◆ **WHAT TO PRODUCE**:
Copy out the data that follows exactly, leaving out no line.

[Collected data entries]
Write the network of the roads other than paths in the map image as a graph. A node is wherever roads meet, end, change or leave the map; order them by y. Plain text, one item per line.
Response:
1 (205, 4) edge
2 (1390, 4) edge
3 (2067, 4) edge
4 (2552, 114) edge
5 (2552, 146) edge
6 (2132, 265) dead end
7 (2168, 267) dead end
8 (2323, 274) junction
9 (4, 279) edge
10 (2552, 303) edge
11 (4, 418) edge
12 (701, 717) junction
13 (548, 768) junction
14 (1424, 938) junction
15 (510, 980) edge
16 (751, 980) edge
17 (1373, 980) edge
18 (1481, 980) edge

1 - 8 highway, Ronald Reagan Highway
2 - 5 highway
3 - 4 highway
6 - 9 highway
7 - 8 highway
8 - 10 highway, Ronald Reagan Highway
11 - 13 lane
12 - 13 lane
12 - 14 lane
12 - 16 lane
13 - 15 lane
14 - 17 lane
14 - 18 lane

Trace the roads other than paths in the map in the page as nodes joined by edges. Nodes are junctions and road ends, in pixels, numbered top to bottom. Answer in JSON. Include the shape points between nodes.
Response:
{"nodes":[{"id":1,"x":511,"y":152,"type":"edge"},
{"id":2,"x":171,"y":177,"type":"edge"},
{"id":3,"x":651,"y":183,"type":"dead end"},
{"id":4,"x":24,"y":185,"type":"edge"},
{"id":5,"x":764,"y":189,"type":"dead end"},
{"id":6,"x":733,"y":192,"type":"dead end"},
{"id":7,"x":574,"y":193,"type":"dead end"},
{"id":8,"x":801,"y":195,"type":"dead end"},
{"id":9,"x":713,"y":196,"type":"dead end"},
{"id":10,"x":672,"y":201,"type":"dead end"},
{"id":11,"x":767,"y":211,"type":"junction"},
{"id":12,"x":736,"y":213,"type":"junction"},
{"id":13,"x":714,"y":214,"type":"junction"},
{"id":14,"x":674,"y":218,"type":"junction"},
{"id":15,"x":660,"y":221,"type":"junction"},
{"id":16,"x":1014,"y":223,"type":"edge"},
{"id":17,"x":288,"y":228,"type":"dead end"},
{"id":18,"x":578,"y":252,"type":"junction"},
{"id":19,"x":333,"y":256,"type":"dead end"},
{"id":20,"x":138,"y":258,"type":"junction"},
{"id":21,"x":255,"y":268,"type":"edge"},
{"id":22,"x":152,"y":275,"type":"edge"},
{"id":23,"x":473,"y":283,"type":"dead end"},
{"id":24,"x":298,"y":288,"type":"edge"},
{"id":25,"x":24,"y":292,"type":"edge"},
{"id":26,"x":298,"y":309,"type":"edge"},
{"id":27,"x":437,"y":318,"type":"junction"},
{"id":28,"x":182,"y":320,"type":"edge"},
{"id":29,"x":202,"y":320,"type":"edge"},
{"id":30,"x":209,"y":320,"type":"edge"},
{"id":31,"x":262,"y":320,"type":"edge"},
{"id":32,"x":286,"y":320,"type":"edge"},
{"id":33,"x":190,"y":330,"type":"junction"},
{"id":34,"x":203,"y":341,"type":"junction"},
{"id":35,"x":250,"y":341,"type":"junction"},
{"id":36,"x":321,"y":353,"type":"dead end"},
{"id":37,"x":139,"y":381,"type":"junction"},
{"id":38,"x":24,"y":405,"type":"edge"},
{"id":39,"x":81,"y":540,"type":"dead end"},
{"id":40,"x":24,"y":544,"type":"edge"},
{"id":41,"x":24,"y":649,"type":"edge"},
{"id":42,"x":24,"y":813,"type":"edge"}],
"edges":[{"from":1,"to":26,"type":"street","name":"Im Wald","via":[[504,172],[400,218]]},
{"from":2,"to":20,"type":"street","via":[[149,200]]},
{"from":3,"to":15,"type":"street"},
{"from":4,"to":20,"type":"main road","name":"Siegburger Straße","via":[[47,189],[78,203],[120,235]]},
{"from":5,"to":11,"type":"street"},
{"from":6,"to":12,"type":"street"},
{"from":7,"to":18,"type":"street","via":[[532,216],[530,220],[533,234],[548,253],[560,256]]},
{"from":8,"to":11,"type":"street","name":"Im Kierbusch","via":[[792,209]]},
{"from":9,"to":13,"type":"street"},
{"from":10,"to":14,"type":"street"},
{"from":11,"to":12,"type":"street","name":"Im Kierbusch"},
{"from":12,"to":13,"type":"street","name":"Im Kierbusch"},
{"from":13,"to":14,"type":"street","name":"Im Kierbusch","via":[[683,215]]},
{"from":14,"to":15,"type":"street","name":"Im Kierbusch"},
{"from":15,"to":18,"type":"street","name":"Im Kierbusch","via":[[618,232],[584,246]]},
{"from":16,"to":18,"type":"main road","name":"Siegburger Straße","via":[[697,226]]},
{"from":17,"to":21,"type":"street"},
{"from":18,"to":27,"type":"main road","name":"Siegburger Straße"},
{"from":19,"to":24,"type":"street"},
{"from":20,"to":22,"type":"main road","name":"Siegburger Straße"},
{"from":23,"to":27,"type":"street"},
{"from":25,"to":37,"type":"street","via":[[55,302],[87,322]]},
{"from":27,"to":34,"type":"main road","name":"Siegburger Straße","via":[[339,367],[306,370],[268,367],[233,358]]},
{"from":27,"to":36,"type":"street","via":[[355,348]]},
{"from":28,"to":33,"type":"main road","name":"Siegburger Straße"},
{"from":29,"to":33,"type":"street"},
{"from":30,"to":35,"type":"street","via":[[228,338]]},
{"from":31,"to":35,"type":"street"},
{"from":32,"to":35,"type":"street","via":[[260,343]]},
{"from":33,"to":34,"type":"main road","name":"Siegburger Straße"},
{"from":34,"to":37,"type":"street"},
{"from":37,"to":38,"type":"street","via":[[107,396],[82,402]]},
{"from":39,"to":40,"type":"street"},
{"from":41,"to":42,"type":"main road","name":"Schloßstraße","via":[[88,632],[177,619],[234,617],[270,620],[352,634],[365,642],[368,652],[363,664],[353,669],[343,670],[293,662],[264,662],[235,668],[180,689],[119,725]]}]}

◆ **RESULT FOR THIS TASK**:
Write the network of the roads other than paths in the map image as a graph. A node is wherever roads meet, end, change or leave the map; order them by y. Plain text, one item per line.
Response:
1 (205, 4) edge
2 (1390, 4) edge
3 (2067, 4) edge
4 (2552, 114) edge
5 (2552, 146) edge
6 (2132, 265) dead end
7 (2168, 267) dead end
8 (2323, 274) junction
9 (4, 279) edge
10 (2552, 303) edge
11 (4, 418) edge
12 (701, 717) junction
13 (548, 768) junction
14 (1424, 938) junction
15 (510, 980) edge
16 (751, 980) edge
17 (1373, 980) edge
18 (1481, 980) edge

1 - 8 highway, Ronald Reagan Highway
2 - 5 highway
3 - 4 highway
6 - 9 highway
7 - 8 highway
8 - 10 highway, Ronald Reagan Highway
11 - 13 lane
12 - 13 lane
12 - 14 lane
12 - 16 lane
13 - 15 lane
14 - 17 lane
14 - 18 lane

Trace the roads other than paths in the map in the page as nodes joined by edges. Nodes are junctions and road ends, in pixels, numbered top to bottom. Answer in JSON. Include the shape points between nodes.
Response:
{"nodes":[{"id":1,"x":511,"y":152,"type":"edge"},
{"id":2,"x":171,"y":177,"type":"edge"},
{"id":3,"x":651,"y":183,"type":"dead end"},
{"id":4,"x":24,"y":185,"type":"edge"},
{"id":5,"x":764,"y":189,"type":"dead end"},
{"id":6,"x":733,"y":192,"type":"dead end"},
{"id":7,"x":574,"y":193,"type":"dead end"},
{"id":8,"x":801,"y":195,"type":"dead end"},
{"id":9,"x":713,"y":196,"type":"dead end"},
{"id":10,"x":672,"y":201,"type":"dead end"},
{"id":11,"x":767,"y":211,"type":"junction"},
{"id":12,"x":736,"y":213,"type":"junction"},
{"id":13,"x":714,"y":214,"type":"junction"},
{"id":14,"x":674,"y":218,"type":"junction"},
{"id":15,"x":660,"y":221,"type":"junction"},
{"id":16,"x":1014,"y":223,"type":"edge"},
{"id":17,"x":288,"y":228,"type":"dead end"},
{"id":18,"x":578,"y":252,"type":"junction"},
{"id":19,"x":333,"y":256,"type":"dead end"},
{"id":20,"x":138,"y":258,"type":"junction"},
{"id":21,"x":255,"y":268,"type":"edge"},
{"id":22,"x":152,"y":275,"type":"edge"},
{"id":23,"x":473,"y":283,"type":"dead end"},
{"id":24,"x":298,"y":288,"type":"edge"},
{"id":25,"x":24,"y":292,"type":"edge"},
{"id":26,"x":298,"y":309,"type":"edge"},
{"id":27,"x":437,"y":318,"type":"junction"},
{"id":28,"x":182,"y":320,"type":"edge"},
{"id":29,"x":202,"y":320,"type":"edge"},
{"id":30,"x":209,"y":320,"type":"edge"},
{"id":31,"x":262,"y":320,"type":"edge"},
{"id":32,"x":286,"y":320,"type":"edge"},
{"id":33,"x":190,"y":330,"type":"junction"},
{"id":34,"x":203,"y":341,"type":"junction"},
{"id":35,"x":250,"y":341,"type":"junction"},
{"id":36,"x":321,"y":353,"type":"dead end"},
{"id":37,"x":139,"y":381,"type":"junction"},
{"id":38,"x":24,"y":405,"type":"edge"},
{"id":39,"x":81,"y":540,"type":"dead end"},
{"id":40,"x":24,"y":544,"type":"edge"},
{"id":41,"x":24,"y":649,"type":"edge"},
{"id":42,"x":24,"y":813,"type":"edge"}],
"edges":[{"from":1,"to":26,"type":"street","name":"Im Wald","via":[[504,172],[400,218]]},
{"from":2,"to":20,"type":"street","via":[[149,200]]},
{"from":3,"to":15,"type":"street"},
{"from":4,"to":20,"type":"main road","name":"Siegburger Straße","via":[[47,189],[78,203],[120,235]]},
{"from":5,"to":11,"type":"street"},
{"from":6,"to":12,"type":"street"},
{"from":7,"to":18,"type":"street","via":[[532,216],[530,220],[533,234],[548,253],[560,256]]},
{"from":8,"to":11,"type":"street","name":"Im Kierbusch","via":[[792,209]]},
{"from":9,"to":13,"type":"street"},
{"from":10,"to":14,"type":"street"},
{"from":11,"to":12,"type":"street","name":"Im Kierbusch"},
{"from":12,"to":13,"type":"street","name":"Im Kierbusch"},
{"from":13,"to":14,"type":"street","name":"Im Kierbusch","via":[[683,215]]},
{"from":14,"to":15,"type":"street","name":"Im Kierbusch"},
{"from":15,"to":18,"type":"street","name":"Im Kierbusch","via":[[618,232],[584,246]]},
{"from":16,"to":18,"type":"main road","name":"Siegburger Straße","via":[[697,226]]},
{"from":17,"to":21,"type":"street"},
{"from":18,"to":27,"type":"main road","name":"Siegburger Straße"},
{"from":19,"to":24,"type":"street"},
{"from":20,"to":22,"type":"main road","name":"Siegburger Straße"},
{"from":23,"to":27,"type":"street"},
{"from":25,"to":37,"type":"street","via":[[55,302],[87,322]]},
{"from":27,"to":34,"type":"main road","name":"Siegburger Straße","via":[[339,367],[306,370],[268,367],[233,358]]},
{"from":27,"to":36,"type":"street","via":[[355,348]]},
{"from":28,"to":33,"type":"main road","name":"Siegburger Straße"},
{"from":29,"to":33,"type":"street"},
{"from":30,"to":35,"type":"street","via":[[228,338]]},
{"from":31,"to":35,"type":"street"},
{"from":32,"to":35,"type":"street","via":[[260,343]]},
{"from":33,"to":34,"type":"main road","name":"Siegburger Straße"},
{"from":34,"to":37,"type":"street"},
{"from":37,"to":38,"type":"street","via":[[107,396],[82,402]]},
{"from":39,"to":40,"type":"street"},
{"from":41,"to":42,"type":"main road","name":"Schloßstraße","via":[[88,632],[177,619],[234,617],[270,620],[352,634],[365,642],[368,652],[363,664],[353,669],[343,670],[293,662],[264,662],[235,668],[180,689],[119,725]]}]}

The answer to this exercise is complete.